A few slightly broken veins were evident around her eyes and mouth. This was the result of the exchanges of force
that Hirn had described as Rites. She was certain of this. They were Rites certainly, but not marriage Rites,
these were initiation Rites. He was drawing her into something a little more complicated than marriage with an
exciting sex life.
What to do?
How would he view her pregnancy? If he wasn’t pleased, she feared for the baby.
There was no love, she could feel no love in herself.
She didn’t even love him now, she was just suspicious and a little afraid of him.
With his compliance spelling lifted, she almost hated him.
She had fallen in love with him at first, she knew that, really and without these spellings of his.
When had he thought it necessary to bind her like this?
She estimated that her real feeling had been compromised when she had arrived back on Artez, that last trip from the Keep.
That was the point where he had her at her most vulnerable, besotted with him, and that had been where he had wanted to keep her.
What to do?
She had maybe three days before Hirn came back from the fishing village where a flying monster was terrorising the
inhabitants. She had been working on a proximity scanner so that they could be forewarned in case it
attacked again.
Gods! How she could have been this stupid and gullible was beyond belief!
The bastard was using her as his personal weapons master, his friends at the Order would be laughing into their
exclusive wines at her expense for years!
That’s where the swine is! She realised that he had probably been to none of these places. He was simply residing
at the Order House. He always had been, giving her chance to please him with weapons for a purpose she
didn’t know whether she agreed with or not.
Giving her just enough time to miss him enough to be grateful when he came back.
Grateful enough to believe another concocted story and make another useful tool for him the next time he went away.
Thinking about it, the amount of time that he had spent with her, he probably didn’t like her much at all,
and he certainly couldn’t love her to treat her like this.
Her face was a picture of murderous intent, thoughts of revenge vied with thoughts of flight for position in her mind.
She had no where to run to, rarely having ventured outside of the grounds, she knew no-one except Hirn.
The Portal was a last resort, she wouldn’t risk her baby unless they were both in a “dead anyway” situation.
Not once, she realised had she thought of the child as “our baby”.
So she was faced with matching deception for deception. Could she convince him that nothing had changed between them?

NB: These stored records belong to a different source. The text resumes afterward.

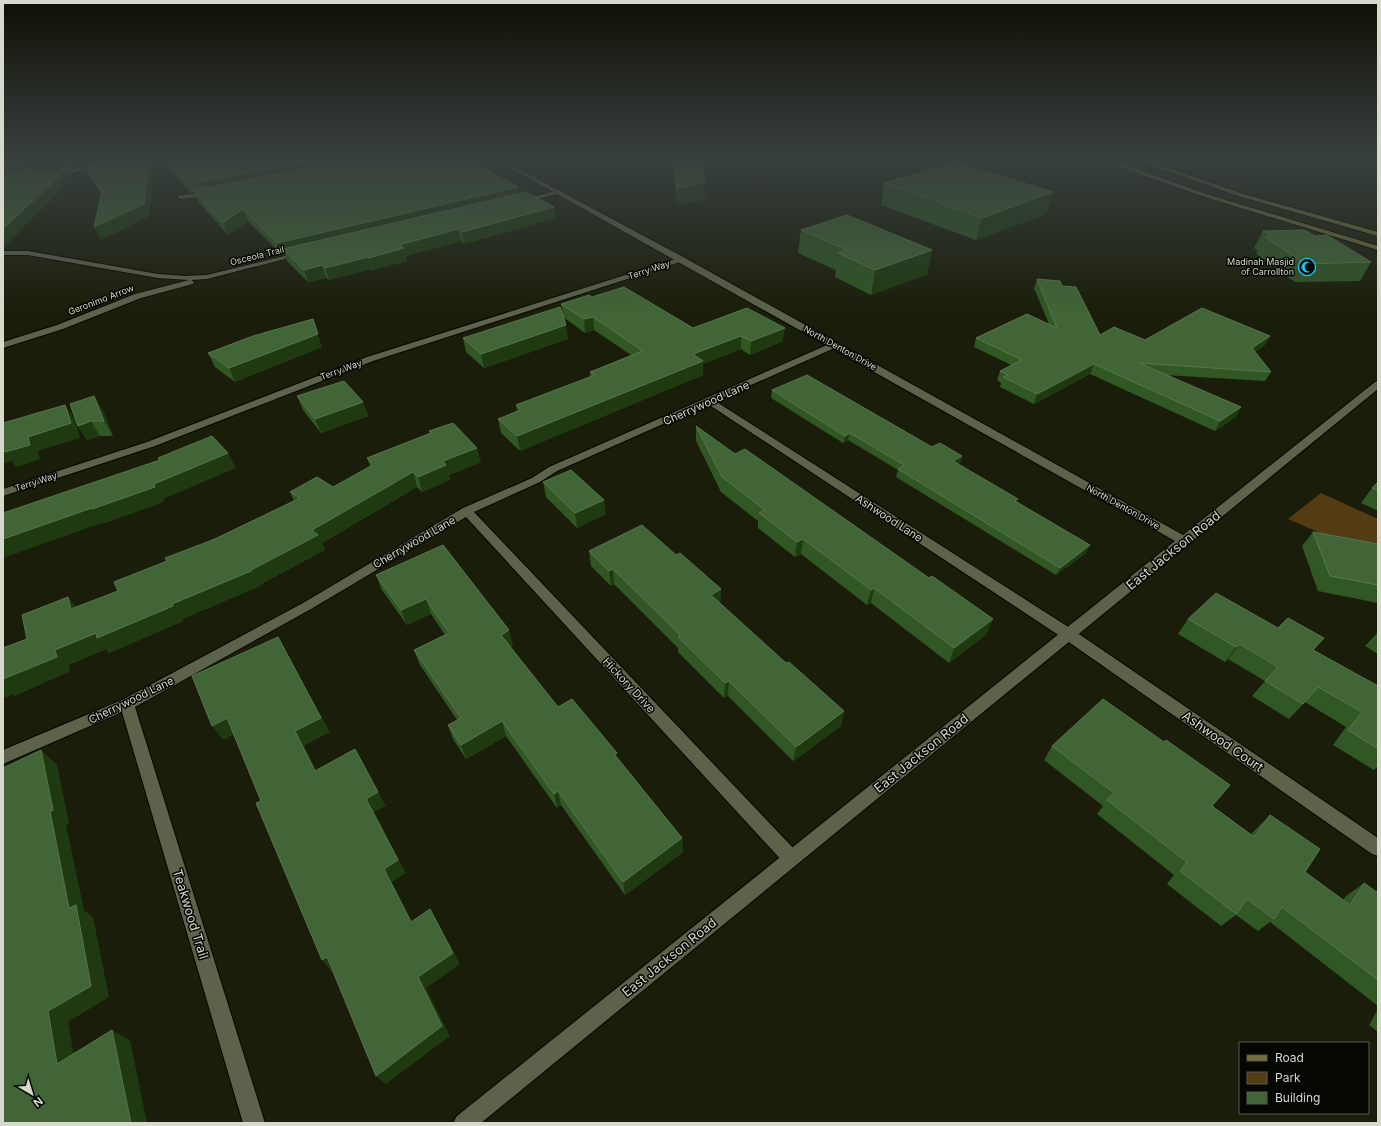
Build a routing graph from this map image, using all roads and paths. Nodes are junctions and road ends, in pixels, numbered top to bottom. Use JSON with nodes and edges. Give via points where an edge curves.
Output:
{"nodes":[{"id":1,"x":592,"y":211,"type":"edge"},
{"id":2,"x":1250,"y":211,"type":"edge"},
{"id":3,"x":1296,"y":211,"type":"edge"},
{"id":4,"x":1378,"y":234,"type":"edge"},
{"id":5,"x":1378,"y":248,"type":"edge"},
{"id":6,"x":3,"y":253,"type":"edge"},
{"id":7,"x":306,"y":253,"type":"edge"},
{"id":8,"x":682,"y":260,"type":"junction"},
{"id":9,"x":207,"y":277,"type":"junction"},
{"id":10,"x":3,"y":345,"type":"edge"},
{"id":11,"x":834,"y":346,"type":"junction"},
{"id":12,"x":1376,"y":387,"type":"edge"},
{"id":13,"x":710,"y":401,"type":"junction"},
{"id":14,"x":3,"y":493,"type":"edge"},
{"id":15,"x":467,"y":511,"type":"junction"},
{"id":16,"x":1184,"y":541,"type":"junction"},
{"id":17,"x":1068,"y":634,"type":"junction"},
{"id":18,"x":127,"y":704,"type":"junction"},
{"id":19,"x":3,"y":757,"type":"edge"},
{"id":20,"x":1378,"y":848,"type":"edge"},
{"id":21,"x":791,"y":858,"type":"junction"},
{"id":22,"x":254,"y":1123,"type":"edge"},
{"id":23,"x":464,"y":1123,"type":"edge"}],
"edges":[{"from":1,"to":8,"type":"street","name":"North Denton Drive"},
{"from":2,"to":5,"type":"main road"},
{"from":3,"to":4,"type":"main road"},
{"from":6,"to":9,"type":"street","name":"Osceola Trail","via":[[28,253],[158,276]]},
{"from":7,"to":9,"type":"street","name":"Osceola Trail"},
{"from":8,"to":11,"type":"street","name":"North Denton Drive"},
{"from":8,"to":14,"type":"street","name":"Terry Way","via":[[370,360],[151,444]]},
{"from":9,"to":10,"type":"street","name":"Geronimo Arrow","via":[[138,296],[60,327]]},
{"from":11,"to":13,"type":"street","name":"Cherrywood Lane"},
{"from":11,"to":16,"type":"street","name":"North Denton Drive"},
{"from":12,"to":16,"type":"street","name":"East Jackson Road"},
{"from":13,"to":15,"type":"street","name":"Cherrywood Lane","via":[[553,469],[536,480]]},
{"from":13,"to":17,"type":"street","name":"Ashwood Lane"},
{"from":15,"to":18,"type":"street","name":"Cherrywood Lane","via":[[306,606]]},
{"from":15,"to":21,"type":"street","name":"Hickory Drive"},
{"from":16,"to":17,"type":"street","name":"East Jackson Road"},
{"from":17,"to":20,"type":"street","name":"Ashwood Court"},
{"from":17,"to":21,"type":"street","name":"East Jackson Road"},
{"from":18,"to":19,"type":"street","name":"Cherrywood Lane"},
{"from":18,"to":22,"type":"street","name":"Teakwood Trail"},
{"from":21,"to":23,"type":"street","name":"East Jackson Road"}]}
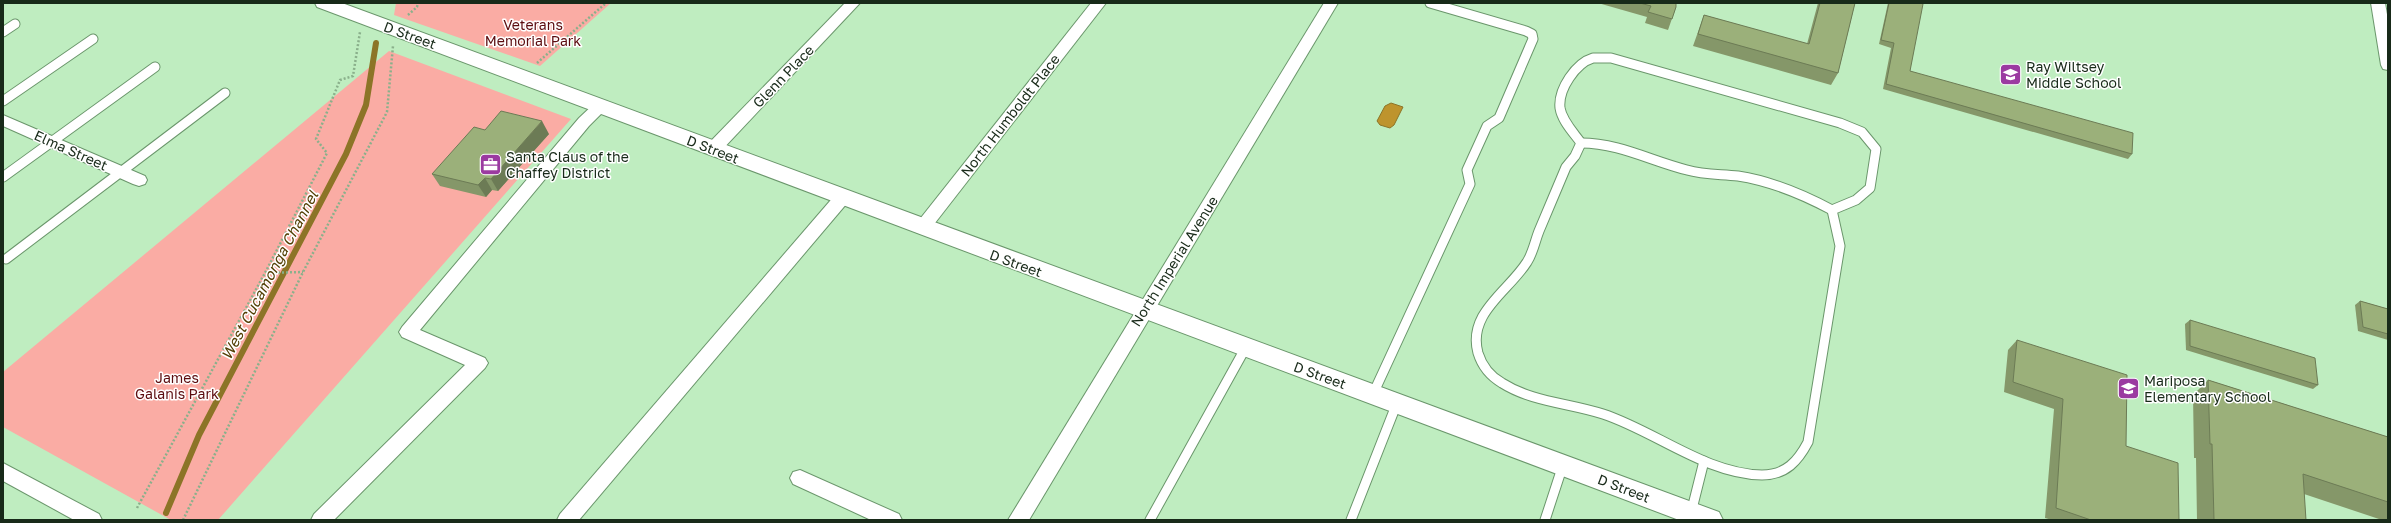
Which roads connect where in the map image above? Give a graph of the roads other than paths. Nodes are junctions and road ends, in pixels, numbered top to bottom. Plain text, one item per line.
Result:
1 (324, 3) edge
2 (853, 3) edge
3 (1098, 3) edge
4 (1332, 3) edge
5 (1430, 3) edge
6 (2378, 3) edge
7 (16, 24) dead end
8 (3, 32) edge
9 (92, 39) dead end
10 (2388, 65) edge
11 (155, 67) dead end
12 (225, 93) dead end
13 (3, 101) edge
14 (601, 106) junction
15 (3, 120) edge
16 (53, 142) junction
17 (1581, 143) junction
18 (713, 149) junction
19 (121, 172) junction
20 (3, 177) edge
21 (139, 180) dead end
22 (842, 198) junction
23 (1832, 210) junction
24 (922, 228) junction
25 (6, 259) dead end
26 (1144, 310) junction
27 (1246, 347) junction
28 (1373, 394) junction
29 (1397, 403) junction
30 (1704, 461) junction
31 (1563, 465) junction
32 (3, 471) edge
33 (800, 478) dead end
34 (1700, 516) edge
35 (92, 520) edge
36 (321, 520) edge
37 (567, 520) edge
38 (892, 520) edge
39 (1018, 520) edge
40 (1150, 520) edge
41 (1351, 520) edge
42 (1545, 520) edge

1 - 14 street, D Street
2 - 18 street, Glenn Place
3 - 24 street, North Humboldt Place
4 - 26 street, North Imperial Avenue
5 - 28 lane
6 - 10 street
7 - 8 lane
9 - 13 lane
11 - 16 lane
12 - 19 lane
14 - 18 street, D Street
14 - 36 street
15 - 16 street, Elma Street
16 - 19 street, Elma Street
16 - 20 lane
17 - 23 lane
17 - 23 lane
17 - 30 lane
18 - 22 street, D Street
19 - 21 street, Elma Street
19 - 25 lane
22 - 24 street, D Street
22 - 37 street
23 - 30 lane
24 - 26 street, D Street
26 - 27 street, D Street
26 - 39 street, North Imperial Avenue
27 - 28 street, D Street
27 - 40 lane
28 - 29 street, D Street
29 - 31 street, D Street
29 - 41 lane
30 - 34 lane
31 - 34 street, D Street
31 - 42 lane
32 - 35 street
33 - 38 street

Perhaps the pregnancy would be useful, women usually behaved differently when pregnant.
She had to limit the damage that she had done by letting him have the technology.
He knew the location of the world that she used for tools and parts, but he only knew how to make a shield.
The rest he had not spent enough time mastering. He was lazy, she realised.
It might not matter too much if she could begin to remove the plans and drawings from her Study, gradually.
She would use her pregnancy to explain her slow progress on the new project.
As soon as the baby was born they would flee to the Keep.
Nothing on heaven or all the worlds would help Hirn if he followed them there.